■ SUPPLIED MATERIAL
----------------
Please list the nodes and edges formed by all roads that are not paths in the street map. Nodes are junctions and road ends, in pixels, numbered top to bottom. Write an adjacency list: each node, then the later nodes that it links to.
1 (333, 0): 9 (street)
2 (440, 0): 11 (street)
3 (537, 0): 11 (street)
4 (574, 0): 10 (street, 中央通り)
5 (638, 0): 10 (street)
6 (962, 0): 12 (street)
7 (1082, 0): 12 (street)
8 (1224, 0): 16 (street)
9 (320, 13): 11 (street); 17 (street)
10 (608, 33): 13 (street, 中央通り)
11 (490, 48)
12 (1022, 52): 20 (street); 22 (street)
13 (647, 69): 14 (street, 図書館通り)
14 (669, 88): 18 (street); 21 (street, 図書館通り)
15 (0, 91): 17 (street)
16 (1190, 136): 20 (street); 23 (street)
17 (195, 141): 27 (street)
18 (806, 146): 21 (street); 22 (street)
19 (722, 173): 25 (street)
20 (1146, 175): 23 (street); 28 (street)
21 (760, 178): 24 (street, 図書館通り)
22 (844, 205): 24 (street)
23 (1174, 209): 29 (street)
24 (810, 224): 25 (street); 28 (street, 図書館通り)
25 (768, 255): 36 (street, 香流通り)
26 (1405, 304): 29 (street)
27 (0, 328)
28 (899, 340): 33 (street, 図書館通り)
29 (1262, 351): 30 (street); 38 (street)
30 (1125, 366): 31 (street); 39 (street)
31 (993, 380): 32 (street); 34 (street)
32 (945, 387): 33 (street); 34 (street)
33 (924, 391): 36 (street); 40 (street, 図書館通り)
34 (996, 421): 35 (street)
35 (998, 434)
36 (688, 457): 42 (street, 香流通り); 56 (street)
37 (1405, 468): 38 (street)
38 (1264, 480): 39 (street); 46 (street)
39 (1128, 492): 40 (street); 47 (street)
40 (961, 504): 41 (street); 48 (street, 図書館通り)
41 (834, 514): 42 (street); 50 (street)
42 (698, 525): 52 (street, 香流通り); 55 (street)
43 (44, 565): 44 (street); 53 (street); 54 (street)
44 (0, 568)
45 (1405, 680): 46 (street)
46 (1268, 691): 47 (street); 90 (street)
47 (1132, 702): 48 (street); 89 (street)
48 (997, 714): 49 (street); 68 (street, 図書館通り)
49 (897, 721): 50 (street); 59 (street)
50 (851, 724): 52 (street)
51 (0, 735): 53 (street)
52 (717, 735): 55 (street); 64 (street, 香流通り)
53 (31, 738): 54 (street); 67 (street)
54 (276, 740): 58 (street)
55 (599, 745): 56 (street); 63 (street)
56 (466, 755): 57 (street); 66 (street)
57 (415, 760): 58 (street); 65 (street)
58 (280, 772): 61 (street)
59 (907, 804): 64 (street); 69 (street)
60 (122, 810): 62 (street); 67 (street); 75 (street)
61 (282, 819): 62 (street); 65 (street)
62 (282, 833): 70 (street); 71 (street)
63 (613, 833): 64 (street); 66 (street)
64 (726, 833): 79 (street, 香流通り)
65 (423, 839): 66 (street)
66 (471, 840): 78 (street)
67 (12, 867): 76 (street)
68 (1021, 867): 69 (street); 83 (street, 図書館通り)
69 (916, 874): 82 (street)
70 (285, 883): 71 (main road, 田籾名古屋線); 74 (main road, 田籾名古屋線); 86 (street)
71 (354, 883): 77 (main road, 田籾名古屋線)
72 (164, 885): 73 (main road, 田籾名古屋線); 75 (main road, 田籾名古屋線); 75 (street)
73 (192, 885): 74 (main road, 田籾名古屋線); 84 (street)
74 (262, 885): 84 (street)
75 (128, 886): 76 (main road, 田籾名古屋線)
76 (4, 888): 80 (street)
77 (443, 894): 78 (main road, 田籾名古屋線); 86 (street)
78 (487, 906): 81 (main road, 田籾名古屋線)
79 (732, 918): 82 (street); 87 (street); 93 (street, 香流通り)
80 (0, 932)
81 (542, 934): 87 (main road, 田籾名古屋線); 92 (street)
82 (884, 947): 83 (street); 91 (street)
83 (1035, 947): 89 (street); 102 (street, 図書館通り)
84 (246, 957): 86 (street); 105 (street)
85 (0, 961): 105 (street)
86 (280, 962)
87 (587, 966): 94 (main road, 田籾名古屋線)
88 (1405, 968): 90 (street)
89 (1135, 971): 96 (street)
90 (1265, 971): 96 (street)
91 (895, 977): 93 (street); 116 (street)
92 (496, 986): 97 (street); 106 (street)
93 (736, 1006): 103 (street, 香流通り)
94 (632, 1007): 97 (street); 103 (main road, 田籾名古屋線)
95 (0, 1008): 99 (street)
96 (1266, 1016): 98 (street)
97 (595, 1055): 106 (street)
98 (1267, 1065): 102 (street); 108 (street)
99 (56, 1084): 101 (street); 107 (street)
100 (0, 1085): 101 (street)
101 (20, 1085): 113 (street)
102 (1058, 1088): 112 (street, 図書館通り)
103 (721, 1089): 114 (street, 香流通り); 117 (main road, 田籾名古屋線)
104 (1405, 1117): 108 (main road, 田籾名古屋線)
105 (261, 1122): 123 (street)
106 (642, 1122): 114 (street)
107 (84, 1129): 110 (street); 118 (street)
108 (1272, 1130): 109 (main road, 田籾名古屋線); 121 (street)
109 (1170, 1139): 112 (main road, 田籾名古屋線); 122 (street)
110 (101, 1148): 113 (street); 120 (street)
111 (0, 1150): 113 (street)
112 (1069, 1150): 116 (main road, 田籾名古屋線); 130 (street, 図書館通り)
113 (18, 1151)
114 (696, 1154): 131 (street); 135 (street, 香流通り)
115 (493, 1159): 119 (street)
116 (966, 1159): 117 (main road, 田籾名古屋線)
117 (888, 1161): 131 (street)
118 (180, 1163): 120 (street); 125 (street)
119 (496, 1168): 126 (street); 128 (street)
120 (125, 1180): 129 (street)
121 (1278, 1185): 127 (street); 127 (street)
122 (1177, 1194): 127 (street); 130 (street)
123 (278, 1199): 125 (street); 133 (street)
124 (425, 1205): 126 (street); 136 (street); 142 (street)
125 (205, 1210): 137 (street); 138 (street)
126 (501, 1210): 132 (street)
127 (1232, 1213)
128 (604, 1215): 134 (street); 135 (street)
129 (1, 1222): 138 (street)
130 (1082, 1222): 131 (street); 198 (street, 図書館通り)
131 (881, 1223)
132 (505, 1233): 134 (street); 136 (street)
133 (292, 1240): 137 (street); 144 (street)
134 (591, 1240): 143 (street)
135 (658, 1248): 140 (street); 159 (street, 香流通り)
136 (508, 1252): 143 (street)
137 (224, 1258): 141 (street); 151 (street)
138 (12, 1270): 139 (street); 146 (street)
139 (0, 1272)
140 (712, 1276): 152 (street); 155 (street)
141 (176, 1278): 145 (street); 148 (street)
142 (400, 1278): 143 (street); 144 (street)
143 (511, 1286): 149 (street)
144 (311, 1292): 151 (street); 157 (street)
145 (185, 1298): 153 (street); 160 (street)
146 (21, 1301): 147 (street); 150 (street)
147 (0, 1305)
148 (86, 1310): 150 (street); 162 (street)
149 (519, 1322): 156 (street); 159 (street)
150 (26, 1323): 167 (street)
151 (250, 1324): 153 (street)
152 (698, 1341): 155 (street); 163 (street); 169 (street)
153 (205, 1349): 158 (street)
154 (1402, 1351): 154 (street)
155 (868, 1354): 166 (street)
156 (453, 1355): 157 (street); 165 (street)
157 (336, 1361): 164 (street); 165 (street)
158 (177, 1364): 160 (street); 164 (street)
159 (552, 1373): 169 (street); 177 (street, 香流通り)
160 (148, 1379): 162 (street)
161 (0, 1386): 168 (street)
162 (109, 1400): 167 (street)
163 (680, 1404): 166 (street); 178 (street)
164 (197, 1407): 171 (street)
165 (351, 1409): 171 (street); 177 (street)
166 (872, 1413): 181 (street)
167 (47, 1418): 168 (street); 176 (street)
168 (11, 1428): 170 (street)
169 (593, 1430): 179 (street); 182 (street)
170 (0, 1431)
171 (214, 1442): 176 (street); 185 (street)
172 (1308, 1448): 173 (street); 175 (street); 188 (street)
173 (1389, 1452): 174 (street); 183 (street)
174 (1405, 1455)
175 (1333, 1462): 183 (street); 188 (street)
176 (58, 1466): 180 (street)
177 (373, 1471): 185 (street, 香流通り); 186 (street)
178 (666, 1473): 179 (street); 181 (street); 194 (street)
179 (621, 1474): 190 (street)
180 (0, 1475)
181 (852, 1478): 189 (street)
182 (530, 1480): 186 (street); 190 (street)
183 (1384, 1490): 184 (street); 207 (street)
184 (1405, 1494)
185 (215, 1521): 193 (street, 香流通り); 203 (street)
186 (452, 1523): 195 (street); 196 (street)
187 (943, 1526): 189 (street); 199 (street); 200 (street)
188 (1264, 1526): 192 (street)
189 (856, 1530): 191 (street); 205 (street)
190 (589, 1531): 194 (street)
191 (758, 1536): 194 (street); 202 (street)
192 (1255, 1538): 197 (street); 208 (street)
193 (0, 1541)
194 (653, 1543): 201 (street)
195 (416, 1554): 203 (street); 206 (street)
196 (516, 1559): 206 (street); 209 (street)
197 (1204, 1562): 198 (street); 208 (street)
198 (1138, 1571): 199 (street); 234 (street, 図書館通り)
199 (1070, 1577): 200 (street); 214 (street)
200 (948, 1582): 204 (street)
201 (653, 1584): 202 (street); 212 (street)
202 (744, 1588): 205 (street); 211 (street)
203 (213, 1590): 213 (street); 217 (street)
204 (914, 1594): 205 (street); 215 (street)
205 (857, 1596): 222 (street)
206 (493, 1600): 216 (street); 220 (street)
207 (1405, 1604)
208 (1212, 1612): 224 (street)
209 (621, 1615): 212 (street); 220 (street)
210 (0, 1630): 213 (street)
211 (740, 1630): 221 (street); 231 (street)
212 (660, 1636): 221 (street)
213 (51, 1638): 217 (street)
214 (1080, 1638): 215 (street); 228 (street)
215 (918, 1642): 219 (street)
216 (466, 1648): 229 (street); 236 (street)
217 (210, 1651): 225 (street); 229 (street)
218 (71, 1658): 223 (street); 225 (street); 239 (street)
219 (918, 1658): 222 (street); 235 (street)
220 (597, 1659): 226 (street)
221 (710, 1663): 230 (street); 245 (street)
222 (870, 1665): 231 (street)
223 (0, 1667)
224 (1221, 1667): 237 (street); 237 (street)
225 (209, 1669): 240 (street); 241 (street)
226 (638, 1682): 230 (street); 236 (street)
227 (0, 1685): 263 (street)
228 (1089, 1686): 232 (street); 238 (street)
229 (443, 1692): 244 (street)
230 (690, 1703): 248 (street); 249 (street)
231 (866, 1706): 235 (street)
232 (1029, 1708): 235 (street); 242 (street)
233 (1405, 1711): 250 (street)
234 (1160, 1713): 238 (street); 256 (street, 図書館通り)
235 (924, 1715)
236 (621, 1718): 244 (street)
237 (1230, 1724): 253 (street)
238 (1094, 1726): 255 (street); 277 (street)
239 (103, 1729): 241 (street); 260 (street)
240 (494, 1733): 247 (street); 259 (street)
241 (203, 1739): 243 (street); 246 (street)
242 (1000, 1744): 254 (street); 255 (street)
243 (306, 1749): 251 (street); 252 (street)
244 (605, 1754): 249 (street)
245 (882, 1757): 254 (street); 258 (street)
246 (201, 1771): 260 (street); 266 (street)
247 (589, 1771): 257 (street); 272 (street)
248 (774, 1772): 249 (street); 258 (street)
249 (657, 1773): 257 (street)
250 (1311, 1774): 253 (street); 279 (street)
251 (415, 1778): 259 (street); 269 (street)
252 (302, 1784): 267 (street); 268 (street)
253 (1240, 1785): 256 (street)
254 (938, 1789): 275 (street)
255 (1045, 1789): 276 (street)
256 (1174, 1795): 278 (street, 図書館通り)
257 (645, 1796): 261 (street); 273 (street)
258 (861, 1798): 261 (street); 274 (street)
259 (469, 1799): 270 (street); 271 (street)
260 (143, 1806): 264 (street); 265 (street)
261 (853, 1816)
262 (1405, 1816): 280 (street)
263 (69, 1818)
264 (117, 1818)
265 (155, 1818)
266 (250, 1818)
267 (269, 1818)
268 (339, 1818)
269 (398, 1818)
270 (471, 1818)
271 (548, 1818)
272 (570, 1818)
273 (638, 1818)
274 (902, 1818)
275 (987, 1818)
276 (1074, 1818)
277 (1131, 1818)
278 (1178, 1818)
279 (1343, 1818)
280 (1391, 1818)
----------------
■ WORK REQUEST
In the entries above, how many lines hold the word "中央通り"? State the number only.

■ EXERCISE ANSWER
2